Si la batería sobrevive a los 2 A de carga inicial, no va a tener mayores problemas en las otras etapas.
El balance ideal sería poner una batería de 12 V 20-40 Ah con ese cargador.


----------



## PAC8911 (Ene 27, 2011)

Hola!

Gracias por tu respuesta Nildred. En realidad no se bien como funciona eso de cargar las baterías.  Según yo sólo había que ponerle un 10% del amperaje y cargarla con eso, que seria 0.750A pero he estado buscando comprar un cargador que me permita cargar mi batería pero que se alimente de sólo 24V y la verdad es que no he encontrado. Mis opciones son este MASCOT modelo 2544o bien este de PowerStream. 

La verdad es que seleccione el de Mascot porque el de PowerStream carga mediante pulsos y aunque dicen que es bueno para la bateria yo quiero conectar mi circuito en paralelo con el cargador para que este este alimentándolo mientras si haya luz. (Mi circuito no puede trabajar con los pulsos y aunque ahí en la pagina ponen que posiblemente los cubre la batería sería estar gastando pila de la batería eternamente y se me acabaría rapidísimo).

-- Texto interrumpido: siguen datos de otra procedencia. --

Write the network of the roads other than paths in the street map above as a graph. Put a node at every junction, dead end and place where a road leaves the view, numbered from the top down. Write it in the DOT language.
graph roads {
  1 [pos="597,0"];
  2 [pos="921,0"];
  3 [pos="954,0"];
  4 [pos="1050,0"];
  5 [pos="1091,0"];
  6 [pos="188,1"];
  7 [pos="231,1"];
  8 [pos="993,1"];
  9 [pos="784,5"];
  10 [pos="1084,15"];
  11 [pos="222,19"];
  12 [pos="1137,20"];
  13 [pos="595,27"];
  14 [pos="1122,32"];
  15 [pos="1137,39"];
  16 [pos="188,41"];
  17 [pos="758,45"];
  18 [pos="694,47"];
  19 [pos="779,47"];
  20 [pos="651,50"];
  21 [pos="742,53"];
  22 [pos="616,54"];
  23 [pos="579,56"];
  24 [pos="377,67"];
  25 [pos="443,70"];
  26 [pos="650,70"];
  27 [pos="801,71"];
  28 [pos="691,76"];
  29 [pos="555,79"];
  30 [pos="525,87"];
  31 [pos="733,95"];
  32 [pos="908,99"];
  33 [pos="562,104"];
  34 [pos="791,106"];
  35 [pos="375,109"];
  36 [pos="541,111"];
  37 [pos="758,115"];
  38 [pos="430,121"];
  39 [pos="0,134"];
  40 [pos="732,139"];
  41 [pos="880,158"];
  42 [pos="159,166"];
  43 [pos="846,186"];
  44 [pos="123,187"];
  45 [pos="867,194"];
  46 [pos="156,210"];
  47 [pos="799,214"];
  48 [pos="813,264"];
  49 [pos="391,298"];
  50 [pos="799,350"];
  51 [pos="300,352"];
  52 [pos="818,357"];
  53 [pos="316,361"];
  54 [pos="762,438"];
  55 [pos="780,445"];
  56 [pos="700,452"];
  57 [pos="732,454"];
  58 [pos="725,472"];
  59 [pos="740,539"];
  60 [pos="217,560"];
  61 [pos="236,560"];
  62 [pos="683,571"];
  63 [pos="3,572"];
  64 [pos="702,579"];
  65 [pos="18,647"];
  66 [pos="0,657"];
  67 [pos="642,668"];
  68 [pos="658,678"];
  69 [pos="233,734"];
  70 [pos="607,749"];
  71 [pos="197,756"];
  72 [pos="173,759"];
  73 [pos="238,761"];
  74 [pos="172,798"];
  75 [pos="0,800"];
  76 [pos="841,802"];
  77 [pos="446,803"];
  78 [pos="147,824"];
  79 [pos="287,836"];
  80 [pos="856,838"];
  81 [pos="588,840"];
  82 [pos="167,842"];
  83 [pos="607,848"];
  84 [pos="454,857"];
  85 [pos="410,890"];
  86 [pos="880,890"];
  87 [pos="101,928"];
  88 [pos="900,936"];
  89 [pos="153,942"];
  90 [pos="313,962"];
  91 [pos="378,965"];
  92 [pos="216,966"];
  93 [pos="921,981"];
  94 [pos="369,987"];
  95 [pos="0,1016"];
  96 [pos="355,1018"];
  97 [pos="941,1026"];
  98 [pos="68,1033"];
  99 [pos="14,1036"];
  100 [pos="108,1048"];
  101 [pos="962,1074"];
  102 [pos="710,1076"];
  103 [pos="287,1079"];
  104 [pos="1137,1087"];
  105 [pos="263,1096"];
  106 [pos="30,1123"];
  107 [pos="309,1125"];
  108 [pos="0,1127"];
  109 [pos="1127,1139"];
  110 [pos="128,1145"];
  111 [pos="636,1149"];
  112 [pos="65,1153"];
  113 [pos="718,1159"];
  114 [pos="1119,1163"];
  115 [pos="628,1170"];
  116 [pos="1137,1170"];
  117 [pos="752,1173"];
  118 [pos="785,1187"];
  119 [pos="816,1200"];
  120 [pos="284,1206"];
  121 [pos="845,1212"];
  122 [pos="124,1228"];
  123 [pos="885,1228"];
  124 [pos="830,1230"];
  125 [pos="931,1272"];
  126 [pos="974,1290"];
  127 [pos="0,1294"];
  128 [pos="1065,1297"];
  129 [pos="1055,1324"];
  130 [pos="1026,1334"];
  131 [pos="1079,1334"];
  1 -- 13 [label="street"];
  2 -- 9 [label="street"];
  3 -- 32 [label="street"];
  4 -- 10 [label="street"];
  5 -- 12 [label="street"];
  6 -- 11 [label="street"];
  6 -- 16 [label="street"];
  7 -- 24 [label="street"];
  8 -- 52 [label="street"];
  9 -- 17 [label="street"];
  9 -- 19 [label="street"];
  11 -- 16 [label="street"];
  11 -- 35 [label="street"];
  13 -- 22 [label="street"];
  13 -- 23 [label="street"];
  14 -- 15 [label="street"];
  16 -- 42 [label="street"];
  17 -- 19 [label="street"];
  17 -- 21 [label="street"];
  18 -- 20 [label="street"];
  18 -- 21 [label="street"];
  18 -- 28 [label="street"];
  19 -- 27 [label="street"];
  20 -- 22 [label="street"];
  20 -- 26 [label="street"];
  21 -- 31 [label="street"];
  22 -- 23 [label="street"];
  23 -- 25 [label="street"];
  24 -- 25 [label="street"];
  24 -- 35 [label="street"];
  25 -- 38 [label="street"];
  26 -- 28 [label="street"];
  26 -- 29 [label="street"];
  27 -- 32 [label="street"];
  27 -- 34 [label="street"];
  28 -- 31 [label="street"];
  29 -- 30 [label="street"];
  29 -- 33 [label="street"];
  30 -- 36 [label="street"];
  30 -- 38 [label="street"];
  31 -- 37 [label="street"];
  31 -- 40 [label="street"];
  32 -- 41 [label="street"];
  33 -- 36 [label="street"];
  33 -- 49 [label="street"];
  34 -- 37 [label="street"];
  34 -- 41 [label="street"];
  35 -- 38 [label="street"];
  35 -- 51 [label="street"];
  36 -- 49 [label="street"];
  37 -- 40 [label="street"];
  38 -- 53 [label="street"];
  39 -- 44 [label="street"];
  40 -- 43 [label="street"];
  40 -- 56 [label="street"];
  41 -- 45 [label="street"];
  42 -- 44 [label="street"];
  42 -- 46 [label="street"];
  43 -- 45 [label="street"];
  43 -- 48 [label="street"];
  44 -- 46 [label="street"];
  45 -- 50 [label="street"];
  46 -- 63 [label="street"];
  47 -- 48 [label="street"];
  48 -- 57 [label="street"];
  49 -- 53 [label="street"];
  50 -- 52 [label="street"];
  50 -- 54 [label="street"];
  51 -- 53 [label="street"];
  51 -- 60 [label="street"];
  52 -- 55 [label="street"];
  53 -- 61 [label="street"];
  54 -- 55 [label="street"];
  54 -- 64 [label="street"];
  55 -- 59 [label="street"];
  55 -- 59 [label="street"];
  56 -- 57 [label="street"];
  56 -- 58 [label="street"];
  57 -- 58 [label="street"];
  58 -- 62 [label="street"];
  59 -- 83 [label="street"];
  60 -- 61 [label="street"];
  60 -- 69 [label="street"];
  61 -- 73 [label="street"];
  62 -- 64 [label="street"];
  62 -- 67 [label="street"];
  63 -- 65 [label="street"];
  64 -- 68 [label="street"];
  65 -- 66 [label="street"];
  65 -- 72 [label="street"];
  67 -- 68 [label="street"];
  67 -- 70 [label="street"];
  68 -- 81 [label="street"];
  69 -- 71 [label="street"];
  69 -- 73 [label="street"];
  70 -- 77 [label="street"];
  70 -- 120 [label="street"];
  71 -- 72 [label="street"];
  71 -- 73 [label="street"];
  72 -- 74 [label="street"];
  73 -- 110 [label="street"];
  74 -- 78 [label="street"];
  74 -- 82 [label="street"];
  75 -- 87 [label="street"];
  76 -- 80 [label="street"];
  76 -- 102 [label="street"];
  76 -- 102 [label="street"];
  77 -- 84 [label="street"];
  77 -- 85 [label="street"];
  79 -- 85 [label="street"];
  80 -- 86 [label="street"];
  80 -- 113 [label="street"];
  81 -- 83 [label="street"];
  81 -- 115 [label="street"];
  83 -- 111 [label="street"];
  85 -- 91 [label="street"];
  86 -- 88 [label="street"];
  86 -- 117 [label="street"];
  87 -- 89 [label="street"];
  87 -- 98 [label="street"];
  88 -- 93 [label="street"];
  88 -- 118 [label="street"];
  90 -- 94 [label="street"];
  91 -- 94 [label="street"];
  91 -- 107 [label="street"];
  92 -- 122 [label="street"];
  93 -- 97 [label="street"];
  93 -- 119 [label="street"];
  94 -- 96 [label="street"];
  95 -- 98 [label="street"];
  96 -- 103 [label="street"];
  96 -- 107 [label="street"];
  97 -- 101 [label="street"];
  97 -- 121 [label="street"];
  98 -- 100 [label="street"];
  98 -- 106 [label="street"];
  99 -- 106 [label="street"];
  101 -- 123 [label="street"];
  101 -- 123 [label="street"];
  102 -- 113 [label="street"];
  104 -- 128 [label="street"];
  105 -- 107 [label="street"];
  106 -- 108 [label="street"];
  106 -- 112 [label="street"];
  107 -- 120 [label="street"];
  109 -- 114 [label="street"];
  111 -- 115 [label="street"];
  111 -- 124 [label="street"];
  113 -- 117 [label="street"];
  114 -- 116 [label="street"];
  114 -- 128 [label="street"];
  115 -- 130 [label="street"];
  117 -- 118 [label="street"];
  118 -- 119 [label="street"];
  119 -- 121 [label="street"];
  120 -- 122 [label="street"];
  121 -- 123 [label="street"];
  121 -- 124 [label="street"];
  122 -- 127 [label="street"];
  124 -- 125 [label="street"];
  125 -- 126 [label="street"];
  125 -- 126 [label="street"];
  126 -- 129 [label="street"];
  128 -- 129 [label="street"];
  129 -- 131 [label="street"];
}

La bateria que tengo es esta Es una Ritar y en su hoja de datos dice que soporta hasta 2.25A por lo que el cargador de Mascot parecia el mejor y ya lo iba a comprar pero tenia la duda de la conexión en paralelo con mi circuito. 

¿Creen que exista problema con la conexión en paralelo con el circuito?
¿Saben de algún otro cargador que funcione con 24V de entrada?

Mil gracias!!


----------